Work to be completed
Without omitting anything, return the records precisely as given.

┄┄┄┄┄┄┄┄┄┄┄┄┄┄┄┄┄┄┄┄

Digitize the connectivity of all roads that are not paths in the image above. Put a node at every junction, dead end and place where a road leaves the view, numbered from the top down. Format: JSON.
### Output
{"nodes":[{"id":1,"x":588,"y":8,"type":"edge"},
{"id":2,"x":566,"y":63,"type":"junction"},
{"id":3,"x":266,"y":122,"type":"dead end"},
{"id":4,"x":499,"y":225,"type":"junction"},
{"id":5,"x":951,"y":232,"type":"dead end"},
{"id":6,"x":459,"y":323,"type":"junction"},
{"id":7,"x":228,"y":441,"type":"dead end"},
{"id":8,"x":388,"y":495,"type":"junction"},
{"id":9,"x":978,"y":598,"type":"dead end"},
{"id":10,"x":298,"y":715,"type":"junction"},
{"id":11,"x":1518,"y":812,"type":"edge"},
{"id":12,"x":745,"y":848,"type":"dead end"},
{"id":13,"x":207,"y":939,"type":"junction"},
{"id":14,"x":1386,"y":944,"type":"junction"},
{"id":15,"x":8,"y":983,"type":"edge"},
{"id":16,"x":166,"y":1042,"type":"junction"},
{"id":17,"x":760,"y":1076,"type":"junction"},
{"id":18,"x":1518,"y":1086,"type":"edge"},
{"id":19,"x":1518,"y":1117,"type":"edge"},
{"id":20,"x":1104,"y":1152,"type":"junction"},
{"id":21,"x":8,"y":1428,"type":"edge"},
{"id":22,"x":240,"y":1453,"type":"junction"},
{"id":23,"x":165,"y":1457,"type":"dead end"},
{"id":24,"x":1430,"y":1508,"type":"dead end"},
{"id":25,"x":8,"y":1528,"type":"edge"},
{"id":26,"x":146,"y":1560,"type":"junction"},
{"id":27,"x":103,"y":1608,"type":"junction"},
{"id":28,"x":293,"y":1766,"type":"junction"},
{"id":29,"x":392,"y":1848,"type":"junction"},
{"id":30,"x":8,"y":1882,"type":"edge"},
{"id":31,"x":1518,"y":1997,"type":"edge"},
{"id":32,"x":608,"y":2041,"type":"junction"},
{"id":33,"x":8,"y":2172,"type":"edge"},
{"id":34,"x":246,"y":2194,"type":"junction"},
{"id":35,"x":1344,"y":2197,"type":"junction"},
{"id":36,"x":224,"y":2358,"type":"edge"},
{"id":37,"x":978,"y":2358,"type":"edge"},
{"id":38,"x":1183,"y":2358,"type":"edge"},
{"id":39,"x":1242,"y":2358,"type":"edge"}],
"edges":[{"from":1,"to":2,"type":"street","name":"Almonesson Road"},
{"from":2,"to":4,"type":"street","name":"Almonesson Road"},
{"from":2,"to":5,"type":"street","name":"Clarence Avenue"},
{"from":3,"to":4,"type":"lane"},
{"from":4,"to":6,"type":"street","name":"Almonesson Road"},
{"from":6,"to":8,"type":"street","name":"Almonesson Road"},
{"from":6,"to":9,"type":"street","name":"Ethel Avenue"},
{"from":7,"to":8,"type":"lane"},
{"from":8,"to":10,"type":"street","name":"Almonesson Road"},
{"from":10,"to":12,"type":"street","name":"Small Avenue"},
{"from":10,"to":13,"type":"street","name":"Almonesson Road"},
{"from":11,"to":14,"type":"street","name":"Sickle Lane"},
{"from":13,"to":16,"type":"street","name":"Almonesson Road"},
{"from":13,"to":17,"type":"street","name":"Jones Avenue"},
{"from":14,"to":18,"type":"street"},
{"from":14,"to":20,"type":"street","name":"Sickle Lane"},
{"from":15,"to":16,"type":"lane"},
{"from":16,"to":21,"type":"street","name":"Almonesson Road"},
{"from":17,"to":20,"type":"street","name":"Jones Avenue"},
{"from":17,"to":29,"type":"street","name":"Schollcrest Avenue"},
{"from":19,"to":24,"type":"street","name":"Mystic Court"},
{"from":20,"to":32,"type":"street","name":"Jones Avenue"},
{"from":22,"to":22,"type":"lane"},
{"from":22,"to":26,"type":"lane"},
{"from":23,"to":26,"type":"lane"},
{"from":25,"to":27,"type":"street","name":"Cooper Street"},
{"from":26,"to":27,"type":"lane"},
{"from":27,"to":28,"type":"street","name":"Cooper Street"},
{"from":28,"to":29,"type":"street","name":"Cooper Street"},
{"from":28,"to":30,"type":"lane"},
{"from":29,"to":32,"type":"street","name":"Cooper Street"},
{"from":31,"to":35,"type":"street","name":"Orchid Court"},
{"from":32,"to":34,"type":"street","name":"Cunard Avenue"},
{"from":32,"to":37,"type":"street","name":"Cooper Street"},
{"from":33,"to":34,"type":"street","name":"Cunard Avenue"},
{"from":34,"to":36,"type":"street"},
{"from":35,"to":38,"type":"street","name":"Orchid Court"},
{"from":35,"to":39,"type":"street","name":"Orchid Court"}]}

┄┄┄┄┄┄┄┄┄┄┄┄┄┄┄┄┄┄┄┄

Written answer
Digitize the connectivity of all roads that are not paths in the image above. Put a node at every junction, dead end and place where a road leaves the view, numbered from the top down. Format: JSON.
### Output
{"nodes":[{"id":1,"x":588,"y":8,"type":"edge"},
{"id":2,"x":566,"y":63,"type":"junction"},
{"id":3,"x":266,"y":122,"type":"dead end"},
{"id":4,"x":499,"y":225,"type":"junction"},
{"id":5,"x":951,"y":232,"type":"dead end"},
{"id":6,"x":459,"y":323,"type":"junction"},
{"id":7,"x":228,"y":441,"type":"dead end"},
{"id":8,"x":388,"y":495,"type":"junction"},
{"id":9,"x":978,"y":598,"type":"dead end"},
{"id":10,"x":298,"y":715,"type":"junction"},
{"id":11,"x":1518,"y":812,"type":"edge"},
{"id":12,"x":745,"y":848,"type":"dead end"},
{"id":13,"x":207,"y":939,"type":"junction"},
{"id":14,"x":1386,"y":944,"type":"junction"},
{"id":15,"x":8,"y":983,"type":"edge"},
{"id":16,"x":166,"y":1042,"type":"junction"},
{"id":17,"x":760,"y":1076,"type":"junction"},
{"id":18,"x":1518,"y":1086,"type":"edge"},
{"id":19,"x":1518,"y":1117,"type":"edge"},
{"id":20,"x":1104,"y":1152,"type":"junction"},
{"id":21,"x":8,"y":1428,"type":"edge"},
{"id":22,"x":240,"y":1453,"type":"junction"},
{"id":23,"x":165,"y":1457,"type":"dead end"},
{"id":24,"x":1430,"y":1508,"type":"dead end"},
{"id":25,"x":8,"y":1528,"type":"edge"},
{"id":26,"x":146,"y":1560,"type":"junction"},
{"id":27,"x":103,"y":1608,"type":"junction"},
{"id":28,"x":293,"y":1766,"type":"junction"},
{"id":29,"x":392,"y":1848,"type":"junction"},
{"id":30,"x":8,"y":1882,"type":"edge"},
{"id":31,"x":1518,"y":1997,"type":"edge"},
{"id":32,"x":608,"y":2041,"type":"junction"},
{"id":33,"x":8,"y":2172,"type":"edge"},
{"id":34,"x":246,"y":2194,"type":"junction"},
{"id":35,"x":1344,"y":2197,"type":"junction"},
{"id":36,"x":224,"y":2358,"type":"edge"},
{"id":37,"x":978,"y":2358,"type":"edge"},
{"id":38,"x":1183,"y":2358,"type":"edge"},
{"id":39,"x":1242,"y":2358,"type":"edge"}],
"edges":[{"from":1,"to":2,"type":"street","name":"Almonesson Road"},
{"from":2,"to":4,"type":"street","name":"Almonesson Road"},
{"from":2,"to":5,"type":"street","name":"Clarence Avenue"},
{"from":3,"to":4,"type":"lane"},
{"from":4,"to":6,"type":"street","name":"Almonesson Road"},
{"from":6,"to":8,"type":"street","name":"Almonesson Road"},
{"from":6,"to":9,"type":"street","name":"Ethel Avenue"},
{"from":7,"to":8,"type":"lane"},
{"from":8,"to":10,"type":"street","name":"Almonesson Road"},
{"from":10,"to":12,"type":"street","name":"Small Avenue"},
{"from":10,"to":13,"type":"street","name":"Almonesson Road"},
{"from":11,"to":14,"type":"street","name":"Sickle Lane"},
{"from":13,"to":16,"type":"street","name":"Almonesson Road"},
{"from":13,"to":17,"type":"street","name":"Jones Avenue"},
{"from":14,"to":18,"type":"street"},
{"from":14,"to":20,"type":"street","name":"Sickle Lane"},
{"from":15,"to":16,"type":"lane"},
{"from":16,"to":21,"type":"street","name":"Almonesson Road"},
{"from":17,"to":20,"type":"street","name":"Jones Avenue"},
{"from":17,"to":29,"type":"street","name":"Schollcrest Avenue"},
{"from":19,"to":24,"type":"street","name":"Mystic Court"},
{"from":20,"to":32,"type":"street","name":"Jones Avenue"},
{"from":22,"to":22,"type":"lane"},
{"from":22,"to":26,"type":"lane"},
{"from":23,"to":26,"type":"lane"},
{"from":25,"to":27,"type":"street","name":"Cooper Street"},
{"from":26,"to":27,"type":"lane"},
{"from":27,"to":28,"type":"street","name":"Cooper Street"},
{"from":28,"to":29,"type":"street","name":"Cooper Street"},
{"from":28,"to":30,"type":"lane"},
{"from":29,"to":32,"type":"street","name":"Cooper Street"},
{"from":31,"to":35,"type":"street","name":"Orchid Court"},
{"from":32,"to":34,"type":"street","name":"Cunard Avenue"},
{"from":32,"to":37,"type":"street","name":"Cooper Street"},
{"from":33,"to":34,"type":"street","name":"Cunard Avenue"},
{"from":34,"to":36,"type":"street"},
{"from":35,"to":38,"type":"street","name":"Orchid Court"},
{"from":35,"to":39,"type":"street","name":"Orchid Court"}]}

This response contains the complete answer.